Bada poses in front of the entrance to his hut, she with five children. The serious expression, almost frowning, does not indicate pain or disappointment: it is the proud look of someone who looks you straight in the eyes, head held high, posture erect, and feels that despite a thousand difficulties, he is living his life on the right side.
Bada tells us about it in simple words. When Gambaruthe city in the north east of Nigeria where she lived, was attacked, she had no doubts: she took what she had and fled. But she, together with her belongings, brought with her a much more precious load: five very young children, found alone in the street crying, their parents missing, probably killed. “I didn’t think about the difficulties, I didn’t ask myself if I would be able to feed them, I’m a religious person, and I did what was right.”
Five girls and boys alone. Minors who are unaccompanied or separated from their parents, as stated
in humanitarian reporting. One of the most vulnerable categories in need of help. Separate from them
loved ones, they have lost the care and protection of their families. I am at risk of abuse and
exploitation. They are forced to drop out of school and not follow an educational path and
training appropriate to their age. They must face traumas that are destined to leave a mark on theirs
psyche. They are often forced to take on adult responsibilities, such as caring for
younger sisters and brothers.
When reunification with the family of origin is not possible, find a family of
hospitality it can mean making it, moving forward, surviving. This was the case for the five
children that Bada welcomed without hesitation, raising them together with his two children. Like children.

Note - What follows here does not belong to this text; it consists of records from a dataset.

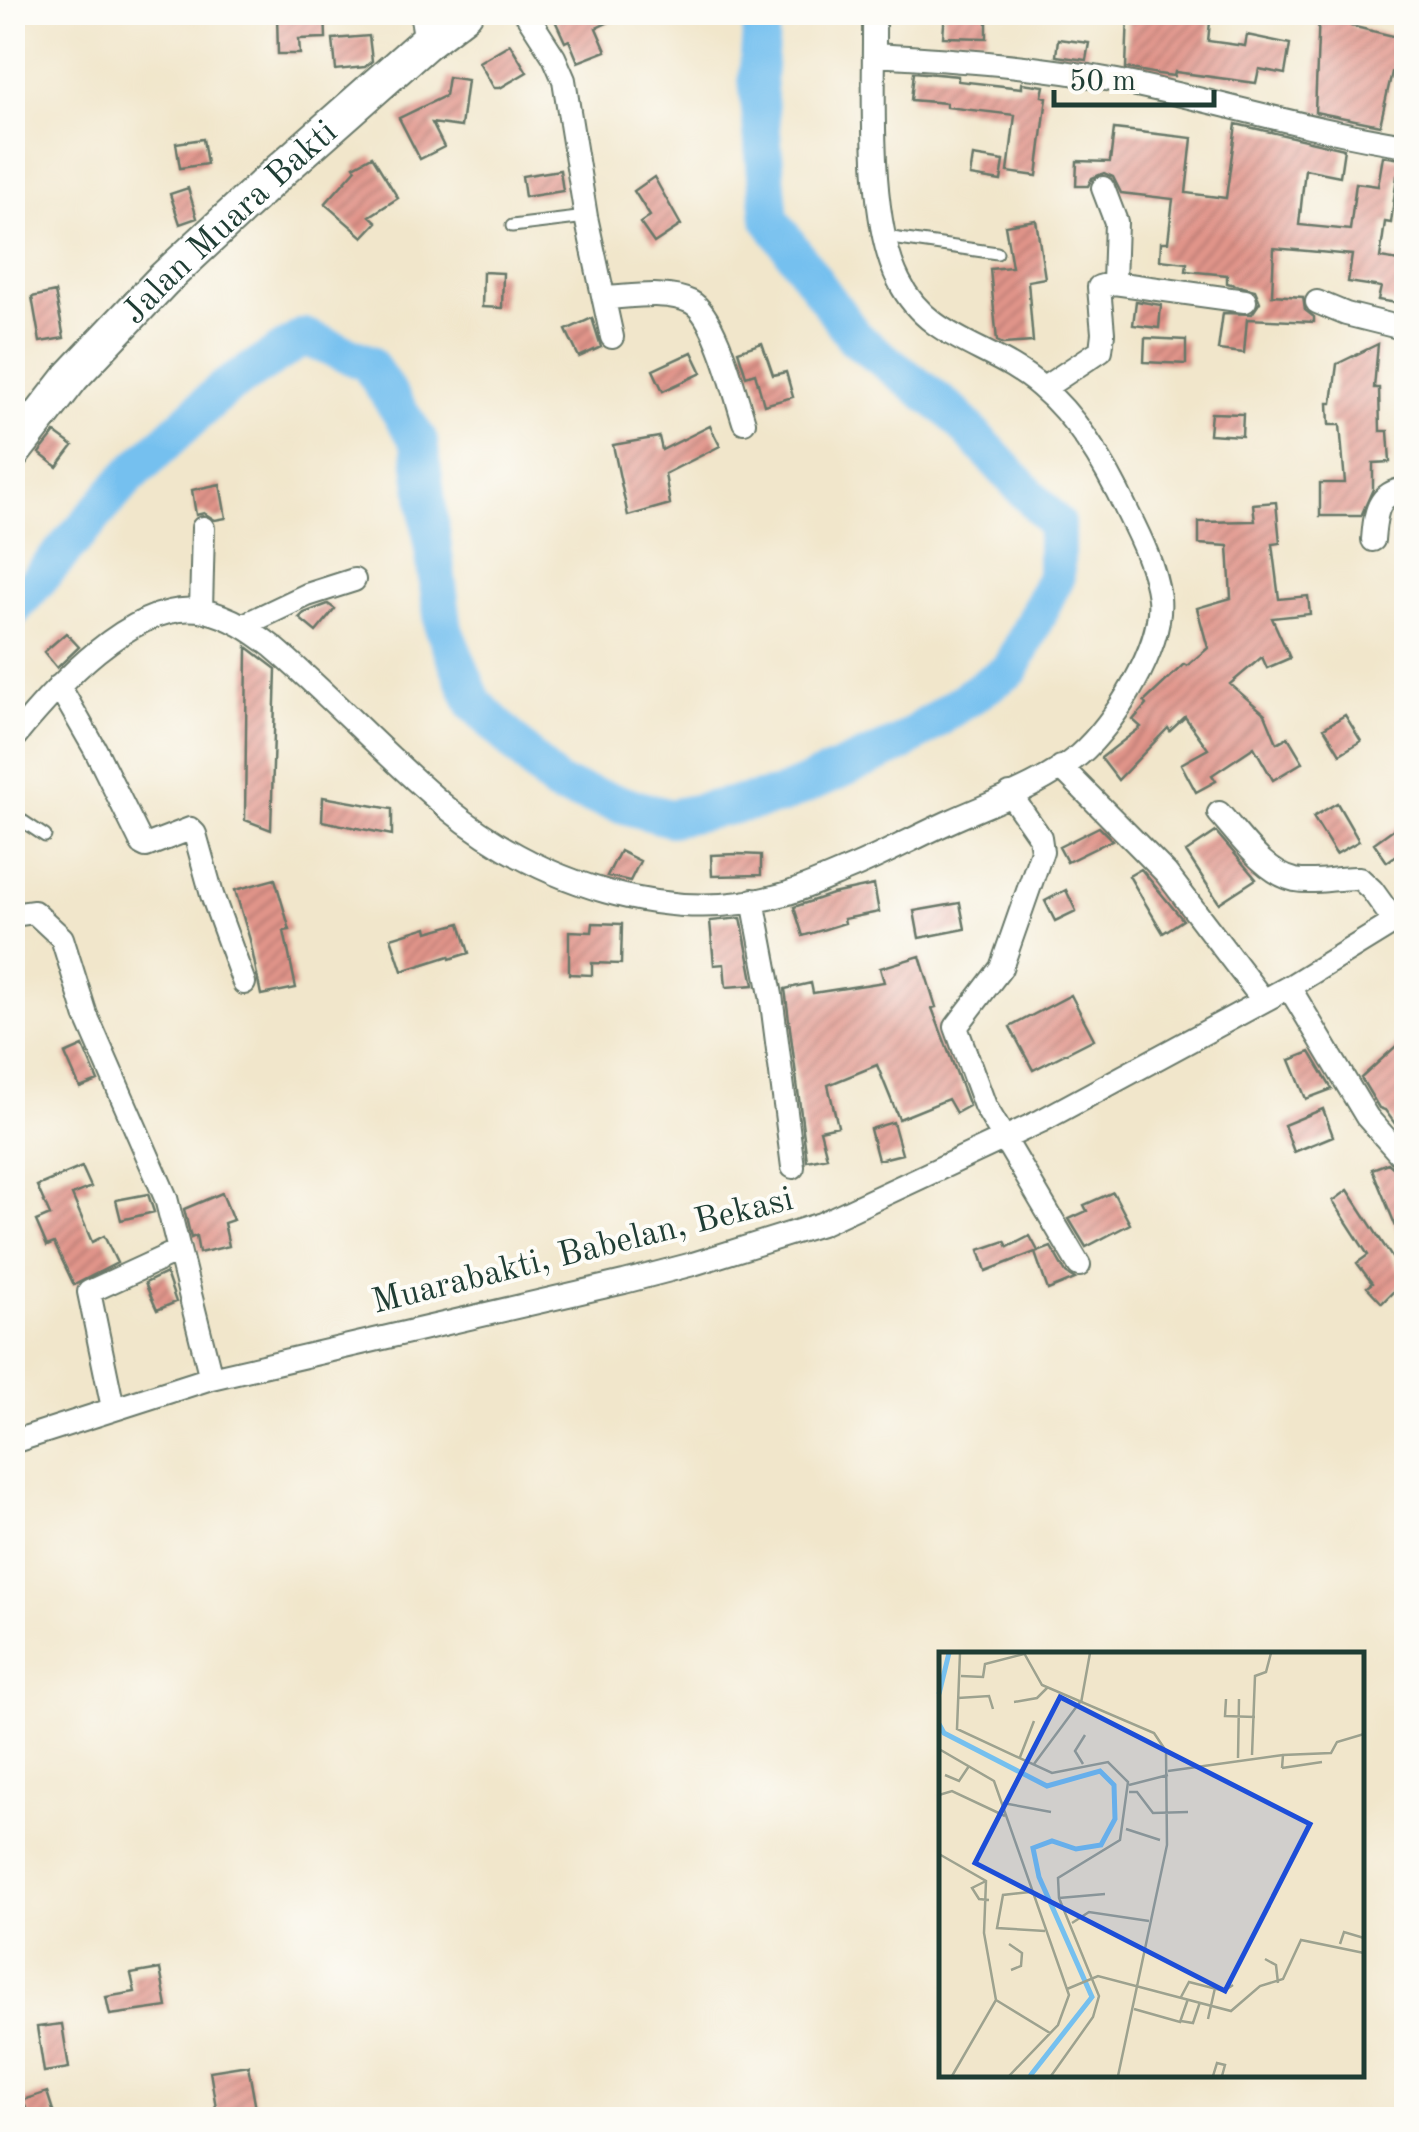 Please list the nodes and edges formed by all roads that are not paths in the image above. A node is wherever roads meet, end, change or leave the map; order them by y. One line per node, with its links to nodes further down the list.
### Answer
1 (465, 12): 4 (main road, Jalan Muara Bakti)
2 (526, 12): 8 (street)
3 (874, 12): 5 (street)
4 (423, 27): 20 (main road, Jalan Muara Bakti)
5 (875, 55): 6 (street); 10 (street)
6 (1406, 144)
7 (1102, 188): 12 (street)
8 (586, 216): 9 (lane); 13 (street)
9 (512, 226)
10 (886, 237): 11 (lane); 18 (street)
11 (997, 253)
12 (1114, 283): 14 (street); 18 (street)
13 (605, 298): 17 (street); 19 (street)
14 (1245, 301)
15 (1318, 302): 16 (street)
16 (1406, 330)
17 (612, 337)
18 (1044, 388): 29 (street)
19 (744, 422)
20 (12, 454)
21 (1406, 488): 23 (street)
22 (203, 528): 25 (street)
23 (1373, 540)
24 (354, 580): 26 (street)
25 (201, 610): 26 (street); 27 (street)
26 (244, 625): 34 (street)
27 (59, 686): 28 (street); 37 (street)
28 (12, 740)
29 (1062, 767): 30 (street); 39 (street)
30 (1010, 794): 34 (street); 40 (street)
31 (1219, 813): 36 (street)
32 (12, 814): 33 (lane)
33 (45, 836)
34 (753, 900): 42 (street)
35 (12, 916): 43 (street)
36 (1400, 919): 38 (street, Muarabakti, Babelan, Bekasi)
37 (244, 983)
38 (1289, 987): 39 (street, Muarabakti, Babelan, Bekasi); 41 (street)
39 (1263, 1000): 40 (street, Muarabakti, Babelan, Bekasi)
40 (1005, 1138): 44 (street); 45 (street, Muarabakti, Babelan, Bekasi)
41 (1406, 1161)
42 (793, 1167)
43 (178, 1251): 45 (street); 46 (street)
44 (1080, 1265)
45 (211, 1378): 46 (street, Muarabakti, Babelan, Bekasi)
46 (113, 1408): 47 (street, Muarabakti, Babelan, Bekasi)
47 (12, 1442) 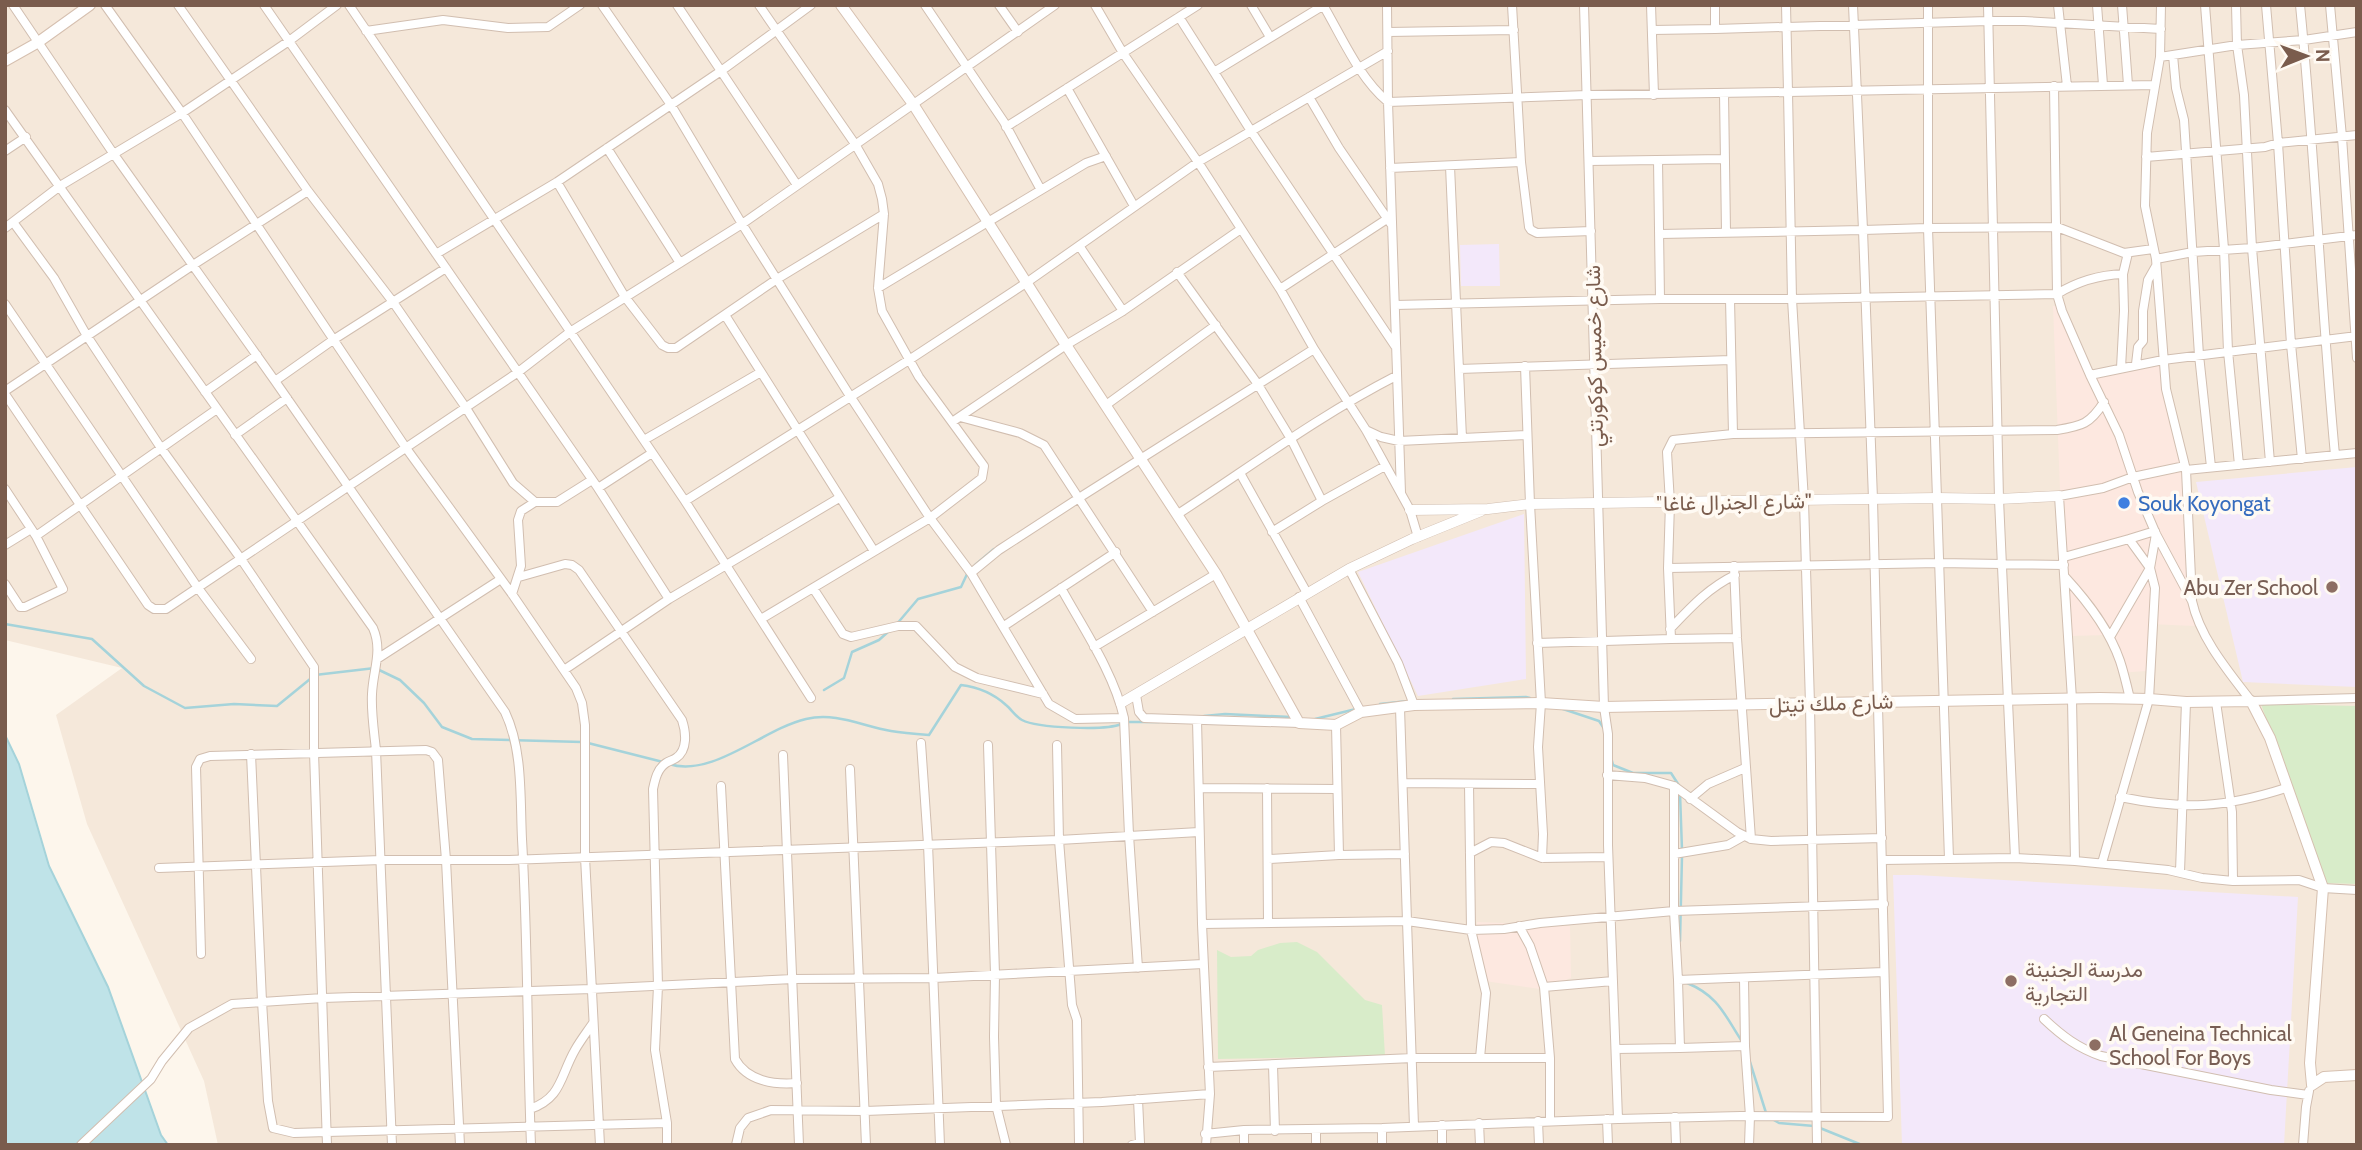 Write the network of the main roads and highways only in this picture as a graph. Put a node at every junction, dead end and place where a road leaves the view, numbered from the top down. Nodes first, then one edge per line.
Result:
1 (90, 5) edge
2 (841, 5) edge
3 (5, 61) edge
4 (2357, 1074) edge

1 - 3 main road
2 - 4 main road, شارع ملك تيتل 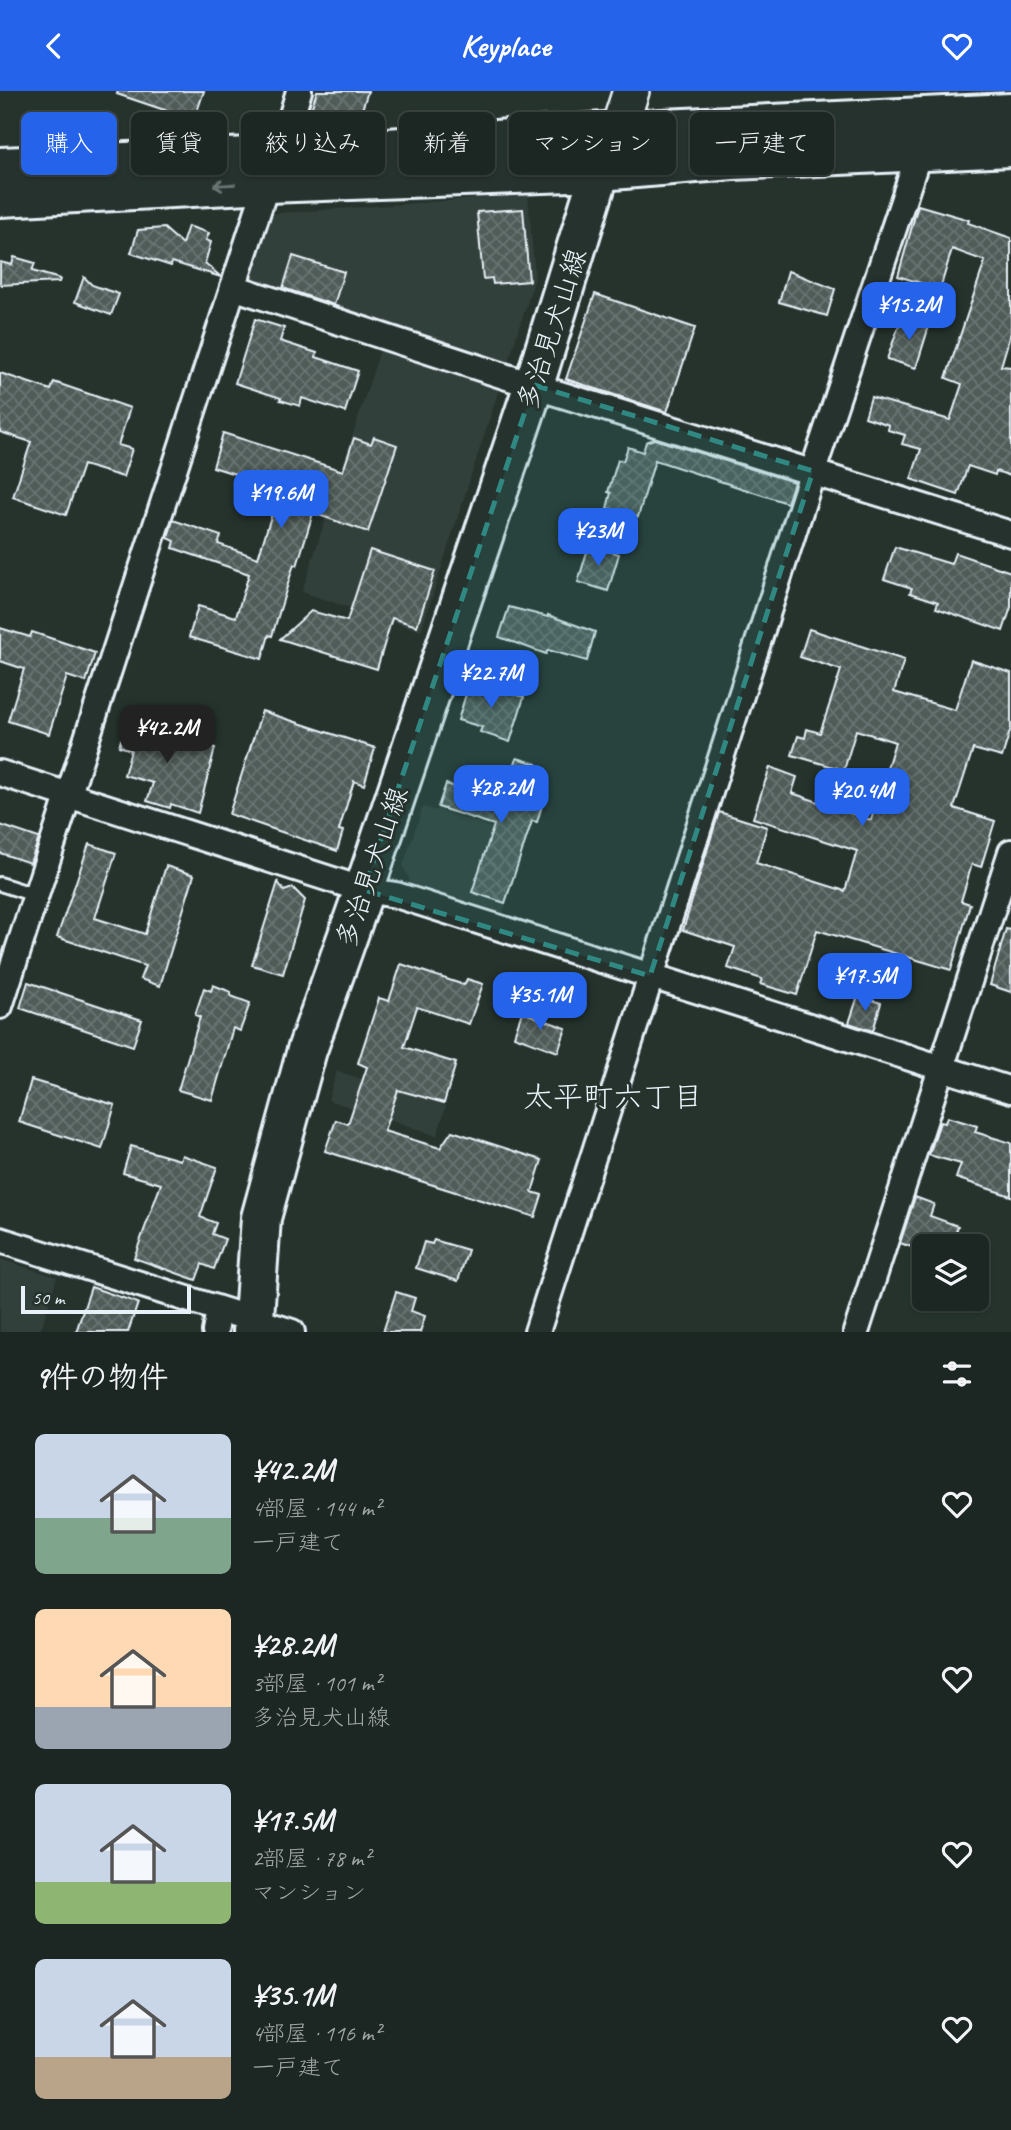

The humanitarian organization I work for, Intersos, with the support of the European Union, assists them and accompanies them in life. By hosting them in safe spaces where, even within a refugee camp, children can play, carry out educational activities, but above all return to living their age, receiving the psychological support they need to overcome the traumas they have experienced. Providing material assistance, with the distribution of food kits, clothing kits and household and personal hygiene products. And then another apparently small, but decisive, achievement: legal assistance, starting with the delivery of birth certificates, which transform those ghost children into citizens.
But let’s go back to the story of Bada and her little ones. Together they fled all the way to Chad, land
of origin of the woman (it was her Nigerian husband, a fish transporter, who disappeared since
time due to natural causes, to take it across the border). A difficult journey: hundreds of kilometers
to get around the Lake Chad basin, a stronghold of the armed groups, and get to the other shore,
safe. Many years have passed now. Everything changed. In Gambaru, a border town and
market square (a bridge separates it from the Cameroonian Fotokol), there are signs of the conflict
still evident: in the buildings destroyed and never rebuilt after the occupation by the groups
armed in 2014 and the counter-offensive of the Nigerian army in the following months, in the immense
displaced camps that continue to welcome those fleeing the violence, in businesses that have never returned
to the freedom and well-being of before the war.
Let’s stop for a moment to explain clearly where we are. Lake Chadone of the biggest
of Africa, although in the last decades of the 20th century, due to water exploitation and
climate change, has lost around 80% of its water. We are in one of the most places
unsure of the world, in the heart of what the media has often defined as «the Boko crisis
Haram”, from the name of the best known of the armed opposition groups active in this area, in that
which for over ten years was perhaps the main epicenter of destabilization in the area
sub-Saharan. In Chad alone, 7 million people are in need of humanitarian aid this year,
almost a million more than last year. One million nine hundred thousand people live
a condition of serious food insecurity, around 700 thousand more than last year.
If before there was some normality, now there is no trace of it: a prolonged crisis,
apparently without an outlet. Displaced people camps which, year after year, become the residence of one
new life. And resilience strategies: the strength of those who adapt to circumstances. The new life Bada
is in a field near Bol, the main urban center of the Chadian lake region, where
with the mentality of an entrepreneur she takes care of her seven children. She makes a living
helping fishermen clean and smoke fish. The clarity of the carpets and objects in the large space
courtyard in front of his hut are the signs of dignified poverty. In the future she would like
being able to restart a commercial activity, buy a pirogue and then rent it to those who go fishing
in the dangerous waters of the lake, where the risk of armed attacks is still high. She is 54 years old.